Anyone who’s ever sneaked an extra item through the self-service checkout in the supermarket or ‘accidentally’ packed a hotel towel may identify with Abigail Cruttenden’s crisply vulnerable Alicia. A respectable middle-class post-war housewife overly devoted to her son and distracted at his upcoming wedding shoplifts a black chiffon nightdress from a store that’s probably Harrods.
What follows is painful for Alicia, subjected to cross-examination by an unsympathetic cardboard patriarch of a husband, anxious offspring and the dreariest psychiatrist seen on stage until Peter Shaffer wrote Equus. It’s also quite painful to watch.
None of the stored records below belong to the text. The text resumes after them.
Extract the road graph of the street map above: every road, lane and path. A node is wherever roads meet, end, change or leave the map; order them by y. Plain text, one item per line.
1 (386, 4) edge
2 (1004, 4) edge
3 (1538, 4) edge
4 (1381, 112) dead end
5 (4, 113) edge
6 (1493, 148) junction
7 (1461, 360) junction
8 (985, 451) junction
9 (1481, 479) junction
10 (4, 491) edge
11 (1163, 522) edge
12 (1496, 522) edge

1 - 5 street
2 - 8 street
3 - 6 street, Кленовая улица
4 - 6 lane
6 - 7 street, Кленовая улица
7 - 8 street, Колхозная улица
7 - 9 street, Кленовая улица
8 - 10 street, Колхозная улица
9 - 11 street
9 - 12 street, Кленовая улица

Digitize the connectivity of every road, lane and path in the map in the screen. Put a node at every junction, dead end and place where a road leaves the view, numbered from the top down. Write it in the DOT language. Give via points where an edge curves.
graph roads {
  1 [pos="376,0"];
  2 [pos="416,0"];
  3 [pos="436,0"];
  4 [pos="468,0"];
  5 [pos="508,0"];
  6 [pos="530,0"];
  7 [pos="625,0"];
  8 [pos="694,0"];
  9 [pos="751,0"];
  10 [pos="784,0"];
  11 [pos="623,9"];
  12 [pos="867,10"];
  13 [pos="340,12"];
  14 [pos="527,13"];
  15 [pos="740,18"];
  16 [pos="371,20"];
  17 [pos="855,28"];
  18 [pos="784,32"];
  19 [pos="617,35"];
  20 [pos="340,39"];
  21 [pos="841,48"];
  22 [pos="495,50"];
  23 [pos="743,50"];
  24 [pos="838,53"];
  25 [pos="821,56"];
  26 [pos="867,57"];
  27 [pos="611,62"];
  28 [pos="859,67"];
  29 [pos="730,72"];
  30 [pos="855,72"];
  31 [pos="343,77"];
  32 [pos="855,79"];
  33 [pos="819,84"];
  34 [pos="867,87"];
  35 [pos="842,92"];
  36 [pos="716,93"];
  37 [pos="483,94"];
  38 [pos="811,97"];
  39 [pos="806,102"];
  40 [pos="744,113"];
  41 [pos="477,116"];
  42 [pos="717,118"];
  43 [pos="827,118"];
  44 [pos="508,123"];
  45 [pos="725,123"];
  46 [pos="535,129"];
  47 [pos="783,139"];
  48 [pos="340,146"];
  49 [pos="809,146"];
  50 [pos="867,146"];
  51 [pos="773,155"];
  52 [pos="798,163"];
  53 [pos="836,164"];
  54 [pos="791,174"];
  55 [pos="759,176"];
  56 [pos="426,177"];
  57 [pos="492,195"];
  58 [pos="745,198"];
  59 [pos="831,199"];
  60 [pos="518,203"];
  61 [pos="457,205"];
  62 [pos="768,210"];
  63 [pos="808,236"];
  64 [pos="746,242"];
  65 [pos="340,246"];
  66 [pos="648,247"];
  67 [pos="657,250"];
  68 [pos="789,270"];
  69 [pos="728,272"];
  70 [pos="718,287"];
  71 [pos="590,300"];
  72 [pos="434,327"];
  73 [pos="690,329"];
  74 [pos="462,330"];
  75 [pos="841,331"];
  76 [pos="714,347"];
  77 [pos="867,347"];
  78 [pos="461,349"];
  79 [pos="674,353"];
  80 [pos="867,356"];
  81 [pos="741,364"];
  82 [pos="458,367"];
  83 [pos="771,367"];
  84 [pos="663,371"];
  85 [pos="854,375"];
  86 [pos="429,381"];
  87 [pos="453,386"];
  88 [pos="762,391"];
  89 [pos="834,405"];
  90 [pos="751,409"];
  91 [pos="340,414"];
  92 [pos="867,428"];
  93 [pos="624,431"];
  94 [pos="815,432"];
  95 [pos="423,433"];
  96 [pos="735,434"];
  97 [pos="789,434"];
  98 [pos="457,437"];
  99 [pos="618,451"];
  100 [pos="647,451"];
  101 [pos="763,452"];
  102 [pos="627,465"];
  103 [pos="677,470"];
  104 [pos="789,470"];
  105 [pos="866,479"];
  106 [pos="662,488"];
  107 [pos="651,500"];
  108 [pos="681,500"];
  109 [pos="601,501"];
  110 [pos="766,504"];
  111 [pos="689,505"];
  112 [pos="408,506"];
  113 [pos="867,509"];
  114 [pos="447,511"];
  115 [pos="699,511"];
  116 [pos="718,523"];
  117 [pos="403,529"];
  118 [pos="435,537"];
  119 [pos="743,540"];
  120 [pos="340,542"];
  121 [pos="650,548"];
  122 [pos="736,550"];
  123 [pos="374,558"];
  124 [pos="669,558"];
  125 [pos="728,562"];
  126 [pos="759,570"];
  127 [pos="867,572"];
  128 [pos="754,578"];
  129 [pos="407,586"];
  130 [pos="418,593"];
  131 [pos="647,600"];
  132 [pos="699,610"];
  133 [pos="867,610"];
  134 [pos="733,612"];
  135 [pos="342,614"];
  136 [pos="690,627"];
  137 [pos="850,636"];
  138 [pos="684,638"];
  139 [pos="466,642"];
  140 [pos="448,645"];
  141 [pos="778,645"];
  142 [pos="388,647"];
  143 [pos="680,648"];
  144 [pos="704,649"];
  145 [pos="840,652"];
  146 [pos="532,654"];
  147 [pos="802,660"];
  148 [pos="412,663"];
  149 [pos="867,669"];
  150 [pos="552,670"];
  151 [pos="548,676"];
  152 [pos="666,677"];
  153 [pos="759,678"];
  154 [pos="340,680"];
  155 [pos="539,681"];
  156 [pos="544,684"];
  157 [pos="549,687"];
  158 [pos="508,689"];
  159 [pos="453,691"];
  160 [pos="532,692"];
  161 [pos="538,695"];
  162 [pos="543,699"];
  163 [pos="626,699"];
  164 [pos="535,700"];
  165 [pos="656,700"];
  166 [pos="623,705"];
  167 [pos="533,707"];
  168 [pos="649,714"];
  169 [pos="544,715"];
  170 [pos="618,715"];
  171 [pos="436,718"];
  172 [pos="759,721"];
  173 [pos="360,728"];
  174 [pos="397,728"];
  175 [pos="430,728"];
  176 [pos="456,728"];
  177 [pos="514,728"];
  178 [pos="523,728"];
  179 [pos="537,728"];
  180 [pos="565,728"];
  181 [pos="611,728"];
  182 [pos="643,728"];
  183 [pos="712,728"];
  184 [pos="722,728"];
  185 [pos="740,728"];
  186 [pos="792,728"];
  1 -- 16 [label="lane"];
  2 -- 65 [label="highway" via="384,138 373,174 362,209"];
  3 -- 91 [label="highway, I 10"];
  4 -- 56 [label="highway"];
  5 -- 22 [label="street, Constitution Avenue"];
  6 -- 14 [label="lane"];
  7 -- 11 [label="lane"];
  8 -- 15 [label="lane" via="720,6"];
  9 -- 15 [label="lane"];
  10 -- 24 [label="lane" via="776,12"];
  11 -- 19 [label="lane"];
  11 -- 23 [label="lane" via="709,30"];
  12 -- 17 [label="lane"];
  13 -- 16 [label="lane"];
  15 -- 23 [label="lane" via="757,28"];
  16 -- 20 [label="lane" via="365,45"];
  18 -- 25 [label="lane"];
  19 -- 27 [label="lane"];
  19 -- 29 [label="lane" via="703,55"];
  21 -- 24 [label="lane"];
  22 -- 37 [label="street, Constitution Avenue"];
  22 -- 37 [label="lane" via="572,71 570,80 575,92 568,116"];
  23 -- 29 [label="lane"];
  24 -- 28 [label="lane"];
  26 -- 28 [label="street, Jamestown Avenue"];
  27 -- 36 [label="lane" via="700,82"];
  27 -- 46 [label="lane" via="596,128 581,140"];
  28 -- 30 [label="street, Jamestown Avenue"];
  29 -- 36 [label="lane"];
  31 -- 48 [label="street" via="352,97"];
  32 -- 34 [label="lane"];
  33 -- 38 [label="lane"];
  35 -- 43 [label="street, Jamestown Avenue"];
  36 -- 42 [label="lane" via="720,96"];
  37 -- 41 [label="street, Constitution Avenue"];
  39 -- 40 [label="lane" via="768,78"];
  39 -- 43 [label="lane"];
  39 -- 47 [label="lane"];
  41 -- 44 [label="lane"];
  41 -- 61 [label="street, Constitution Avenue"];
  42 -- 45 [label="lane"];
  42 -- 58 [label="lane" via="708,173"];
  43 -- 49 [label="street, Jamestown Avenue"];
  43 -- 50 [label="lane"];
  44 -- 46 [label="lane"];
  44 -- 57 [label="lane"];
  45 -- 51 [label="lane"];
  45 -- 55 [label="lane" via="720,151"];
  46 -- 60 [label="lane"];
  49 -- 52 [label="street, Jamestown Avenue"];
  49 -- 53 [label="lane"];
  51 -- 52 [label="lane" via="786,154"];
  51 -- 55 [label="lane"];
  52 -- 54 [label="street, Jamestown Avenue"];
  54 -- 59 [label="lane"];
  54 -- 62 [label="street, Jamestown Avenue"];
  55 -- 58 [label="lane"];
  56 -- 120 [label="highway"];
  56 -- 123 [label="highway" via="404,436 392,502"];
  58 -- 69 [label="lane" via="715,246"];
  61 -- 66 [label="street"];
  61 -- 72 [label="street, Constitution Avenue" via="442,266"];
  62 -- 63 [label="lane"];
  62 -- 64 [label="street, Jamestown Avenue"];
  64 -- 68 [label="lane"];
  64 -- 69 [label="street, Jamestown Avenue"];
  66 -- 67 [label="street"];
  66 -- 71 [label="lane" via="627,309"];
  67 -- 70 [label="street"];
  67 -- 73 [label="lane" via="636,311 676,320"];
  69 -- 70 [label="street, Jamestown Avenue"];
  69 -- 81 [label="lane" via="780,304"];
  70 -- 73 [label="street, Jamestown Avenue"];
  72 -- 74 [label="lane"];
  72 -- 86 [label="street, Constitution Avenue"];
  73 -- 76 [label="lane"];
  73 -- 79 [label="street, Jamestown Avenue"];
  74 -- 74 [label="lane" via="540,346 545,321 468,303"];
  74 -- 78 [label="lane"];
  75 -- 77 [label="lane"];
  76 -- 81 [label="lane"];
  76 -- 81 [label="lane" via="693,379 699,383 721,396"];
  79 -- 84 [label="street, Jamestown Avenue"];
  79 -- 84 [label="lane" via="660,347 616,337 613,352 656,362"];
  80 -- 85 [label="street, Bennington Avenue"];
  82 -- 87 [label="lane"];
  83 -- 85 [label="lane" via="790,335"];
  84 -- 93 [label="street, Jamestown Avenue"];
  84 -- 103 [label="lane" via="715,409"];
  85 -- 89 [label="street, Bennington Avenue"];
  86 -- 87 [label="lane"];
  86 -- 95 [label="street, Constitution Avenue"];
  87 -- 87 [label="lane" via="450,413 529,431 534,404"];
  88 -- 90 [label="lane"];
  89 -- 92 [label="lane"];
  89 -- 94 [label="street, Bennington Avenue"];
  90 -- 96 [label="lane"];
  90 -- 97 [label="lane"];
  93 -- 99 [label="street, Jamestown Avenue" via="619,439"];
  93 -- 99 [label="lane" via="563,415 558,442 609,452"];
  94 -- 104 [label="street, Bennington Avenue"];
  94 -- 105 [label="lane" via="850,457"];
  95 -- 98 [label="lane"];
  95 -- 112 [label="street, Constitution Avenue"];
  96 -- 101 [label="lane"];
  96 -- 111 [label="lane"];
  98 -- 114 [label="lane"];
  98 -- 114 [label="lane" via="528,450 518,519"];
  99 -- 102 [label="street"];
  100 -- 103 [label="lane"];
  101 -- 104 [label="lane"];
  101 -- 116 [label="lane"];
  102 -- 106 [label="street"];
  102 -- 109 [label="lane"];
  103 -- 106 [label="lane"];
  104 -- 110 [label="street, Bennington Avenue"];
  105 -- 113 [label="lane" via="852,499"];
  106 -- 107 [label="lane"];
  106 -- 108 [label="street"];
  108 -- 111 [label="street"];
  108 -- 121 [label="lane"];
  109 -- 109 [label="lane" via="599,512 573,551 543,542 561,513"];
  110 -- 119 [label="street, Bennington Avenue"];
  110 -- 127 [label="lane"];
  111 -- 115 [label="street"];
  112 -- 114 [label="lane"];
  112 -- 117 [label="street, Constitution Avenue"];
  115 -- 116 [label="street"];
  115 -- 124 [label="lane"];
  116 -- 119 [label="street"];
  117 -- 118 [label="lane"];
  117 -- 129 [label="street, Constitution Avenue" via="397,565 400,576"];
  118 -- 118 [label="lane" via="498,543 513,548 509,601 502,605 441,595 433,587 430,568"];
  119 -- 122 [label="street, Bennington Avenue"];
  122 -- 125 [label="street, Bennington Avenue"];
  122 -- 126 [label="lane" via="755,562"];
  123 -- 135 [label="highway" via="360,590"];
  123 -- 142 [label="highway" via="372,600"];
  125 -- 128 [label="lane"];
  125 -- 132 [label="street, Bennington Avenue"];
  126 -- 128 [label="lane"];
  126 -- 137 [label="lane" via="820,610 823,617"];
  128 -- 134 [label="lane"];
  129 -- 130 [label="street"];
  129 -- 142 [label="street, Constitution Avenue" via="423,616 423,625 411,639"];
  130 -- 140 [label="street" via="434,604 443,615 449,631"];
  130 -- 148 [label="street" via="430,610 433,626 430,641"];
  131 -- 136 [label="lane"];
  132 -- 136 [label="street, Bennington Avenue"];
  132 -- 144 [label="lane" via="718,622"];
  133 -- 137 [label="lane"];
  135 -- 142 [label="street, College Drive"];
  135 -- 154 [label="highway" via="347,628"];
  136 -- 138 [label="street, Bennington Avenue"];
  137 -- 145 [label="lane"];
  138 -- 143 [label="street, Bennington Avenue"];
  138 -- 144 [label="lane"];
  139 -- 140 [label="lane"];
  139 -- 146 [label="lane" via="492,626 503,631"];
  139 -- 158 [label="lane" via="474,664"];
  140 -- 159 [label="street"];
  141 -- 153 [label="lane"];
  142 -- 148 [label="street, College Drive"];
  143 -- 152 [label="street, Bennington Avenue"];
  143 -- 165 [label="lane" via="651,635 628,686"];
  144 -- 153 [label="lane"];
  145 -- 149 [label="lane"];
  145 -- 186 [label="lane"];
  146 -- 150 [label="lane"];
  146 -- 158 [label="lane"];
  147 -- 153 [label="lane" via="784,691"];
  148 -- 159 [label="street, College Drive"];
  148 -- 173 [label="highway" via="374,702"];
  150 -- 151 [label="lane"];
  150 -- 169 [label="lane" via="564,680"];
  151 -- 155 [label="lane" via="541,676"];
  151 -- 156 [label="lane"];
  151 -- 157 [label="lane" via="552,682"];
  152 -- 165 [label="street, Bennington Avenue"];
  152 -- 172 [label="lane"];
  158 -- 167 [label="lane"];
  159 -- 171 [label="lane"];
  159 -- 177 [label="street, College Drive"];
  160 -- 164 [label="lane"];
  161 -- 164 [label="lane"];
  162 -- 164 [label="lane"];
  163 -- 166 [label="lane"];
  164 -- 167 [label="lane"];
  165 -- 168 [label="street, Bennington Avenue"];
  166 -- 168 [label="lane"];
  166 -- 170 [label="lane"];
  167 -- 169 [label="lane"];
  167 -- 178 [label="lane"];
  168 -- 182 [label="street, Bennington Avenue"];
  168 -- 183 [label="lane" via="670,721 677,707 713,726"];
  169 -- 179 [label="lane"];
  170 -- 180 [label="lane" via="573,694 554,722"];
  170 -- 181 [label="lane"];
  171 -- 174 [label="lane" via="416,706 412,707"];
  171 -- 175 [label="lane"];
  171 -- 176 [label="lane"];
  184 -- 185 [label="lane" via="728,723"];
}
That's because it’s 1949, a period where ordinary middle-class families lived in houses on Chelsea Embankment, where the whiff of scandal mustn’t taint the son’s new in-laws who are ‘Old India Hands’ from the end of the Raj, and where Freudian psychoanalysis is both completely unsupportive of the patient and in this case, two steps away from ‘hysterical woman’ in its diagnosis.
So this worthy and smartly-presented transfer from the splendid Frinton Summer Theatre — somewhere well worth a visit in a day out from Liverpool Street — is a curio, and interesting as a period piece, but it’s not a great night out.
Structurally, Black Chiffon owes a lot to Priestley’s An Inspector Calls which opened two years earlier in London — an external character asks some fairly predicable questions and the entire family house of cards collapses.
Always a pleasure to see Cruttenden, definitely the best actor in Not Going Out, and both Jack Staddon as the Oedipal son and Eva Feiler as the pregnant daughter, give good value.
But it’s still a long night for an old nightie.
Black Chiffon, Park 90, Park Theatre, Clifton Terrace, Finsbury Park, N4 3JP. Tickets £18, until 12 October 2019.